2. AGREEMENT NOT TO COMPETE
This paragraph contains the substantive restrictions on competition. It excludes de minimis ownership stakes in publicly-traded corporations.
3. NONSOLICITATION AND NON-HIRE
This paragraph contains some restrictions on solicitation and hiring of employees, customers and other persons.
4. INDIRECT COMPETITION OR SOLICITATION
This paragraph is an anti-circumvention provision, intended to prohibit the Covenantee from doing indirectly, what it could not do directly under the Agreement.
5. COMPENSATION FOR NONCOMPETE COVENANT
This paragraph anticipates that the Covenantor will receive some cash payment or payments for the noncompete covenant. Such a payment is not strictly legally required if there is other consideration for the noncompete covenant, but where there is concern about the legitimacy of the stated independent reasons for having a noncompete (such as there would be in an employment agreement or the sale of a business), it may help to promote enforceability of the Agreement. Again, in cases of doubt, the user of this form should consult with competent legal counsel admitted in the state in question.
6. INTELLECTUAL PROPERTY
This paragraph is intended to prevent one party from claiming intellectual property rights which are not expressly conferred by the Agreement.
7. CHOICE OF LAW; DISPUTE RESOLUTION
Choice of law can be contentious in U.S. contract negotiations because there are 50 states to choose from, and each party may have an instinctive bias in favor of using its own state law. Unless there is some reason to pick another state’s law (e.g., more favorable substantive law), it is customary to pick the laws of the state with which the drafting party is most familiar (again, usually its own state). This choice of law provision picks the laws of a single state (federal laws apply regardless of the state law election), which is most likely to be respected by the courts if it has some relationship to the contract (subject to application of mandatory principles of local public policy).
The dispute resolution provision offers litigation as the only option as arbitration (by its nature) tends to be unsuitable for settling disputes relating to noncompete agreements. The blank space in this provision is for the choice of forum for litigation. The provision also memorializes the parties’ intent that specific relief (usually injunctions) be available in any court with jurisdiction if legally permissible.
In U.S. litigation, the prevailing rule is that each party bears its own litigation costs (subject to some narrow statutory and other exceptions). The language in paragraph 7.3 is intended to impose the so-called “English rule” to litigation costs.
This paragraph causes the parties’ obligations to survive termination of the relationship between them.
Paragraphs 9.1 through 9.5 contain a number of “boilerplate” provisions. It is possible to omit some of them, but any deletions should be thought through carefully in light of the tendency of U.S. courts to engage in activism in the interpretation of contracts and the possibility that state law does not cover the precise issue being addressed. Of particular note:
• Notice information should be completed in paragraph 9.1. Notice by e-mail could also be added as an option if the parties are comfortable with this method of notice.
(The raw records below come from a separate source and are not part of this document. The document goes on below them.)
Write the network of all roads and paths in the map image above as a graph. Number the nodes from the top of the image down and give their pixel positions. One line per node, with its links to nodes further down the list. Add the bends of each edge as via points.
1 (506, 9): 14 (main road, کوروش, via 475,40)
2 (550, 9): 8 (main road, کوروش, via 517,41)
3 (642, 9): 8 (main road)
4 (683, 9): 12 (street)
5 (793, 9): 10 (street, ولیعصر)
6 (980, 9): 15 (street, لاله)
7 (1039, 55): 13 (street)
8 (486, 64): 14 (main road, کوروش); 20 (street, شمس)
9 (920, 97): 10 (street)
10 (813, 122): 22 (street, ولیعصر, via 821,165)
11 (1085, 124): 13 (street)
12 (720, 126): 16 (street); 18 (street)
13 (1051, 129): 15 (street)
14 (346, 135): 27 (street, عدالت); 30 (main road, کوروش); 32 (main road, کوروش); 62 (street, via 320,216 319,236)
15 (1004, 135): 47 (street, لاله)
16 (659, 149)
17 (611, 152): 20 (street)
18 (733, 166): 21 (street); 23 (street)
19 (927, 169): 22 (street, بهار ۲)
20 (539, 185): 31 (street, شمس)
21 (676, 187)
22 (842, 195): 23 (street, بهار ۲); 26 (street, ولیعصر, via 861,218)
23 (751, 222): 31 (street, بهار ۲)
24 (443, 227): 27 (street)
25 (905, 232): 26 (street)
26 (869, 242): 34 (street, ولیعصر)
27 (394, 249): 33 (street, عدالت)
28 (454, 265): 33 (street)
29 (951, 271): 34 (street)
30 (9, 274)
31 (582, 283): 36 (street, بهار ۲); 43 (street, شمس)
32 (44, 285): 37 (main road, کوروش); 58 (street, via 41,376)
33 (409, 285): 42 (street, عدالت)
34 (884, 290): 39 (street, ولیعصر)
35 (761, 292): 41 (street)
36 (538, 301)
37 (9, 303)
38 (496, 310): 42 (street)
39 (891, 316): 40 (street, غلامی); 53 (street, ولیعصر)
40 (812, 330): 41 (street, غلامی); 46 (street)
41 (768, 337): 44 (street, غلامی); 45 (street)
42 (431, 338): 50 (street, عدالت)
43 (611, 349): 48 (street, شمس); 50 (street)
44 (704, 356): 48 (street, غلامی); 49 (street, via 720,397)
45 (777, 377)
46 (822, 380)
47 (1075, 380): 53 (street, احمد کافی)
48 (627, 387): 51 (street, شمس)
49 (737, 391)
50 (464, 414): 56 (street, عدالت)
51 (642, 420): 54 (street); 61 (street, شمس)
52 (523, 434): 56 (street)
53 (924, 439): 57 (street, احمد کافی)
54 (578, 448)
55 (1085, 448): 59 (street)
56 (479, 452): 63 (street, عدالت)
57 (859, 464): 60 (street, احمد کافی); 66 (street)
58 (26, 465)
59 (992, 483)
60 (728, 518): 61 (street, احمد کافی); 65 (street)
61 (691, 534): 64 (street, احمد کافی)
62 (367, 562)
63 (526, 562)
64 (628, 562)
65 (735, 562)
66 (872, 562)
• Paragraph 9.4 should not be deleted. Most states have moved away from an “all-or-nothing” approach to enforcing illegal or unenforceable contract provisions, and the severability provision in paragraph 9.4 is an attempt to instruct a court to adopt a flexible approach to the Agreement in the event that one or more clauses prove to be illegal or otherwise enforceable, provided that it is still possible for the essential intent of the parties to be achieved.
10. ENTIRE AGREEMENT; MODIFICATION/WAIVER
This paragraph is commonly referred to as a “merger” clause, and is intended to avoid pre-contract discussions from surviving into the written contract. It also stipulates that amendment and waivers of the Agreement must be in writing in order to be effective.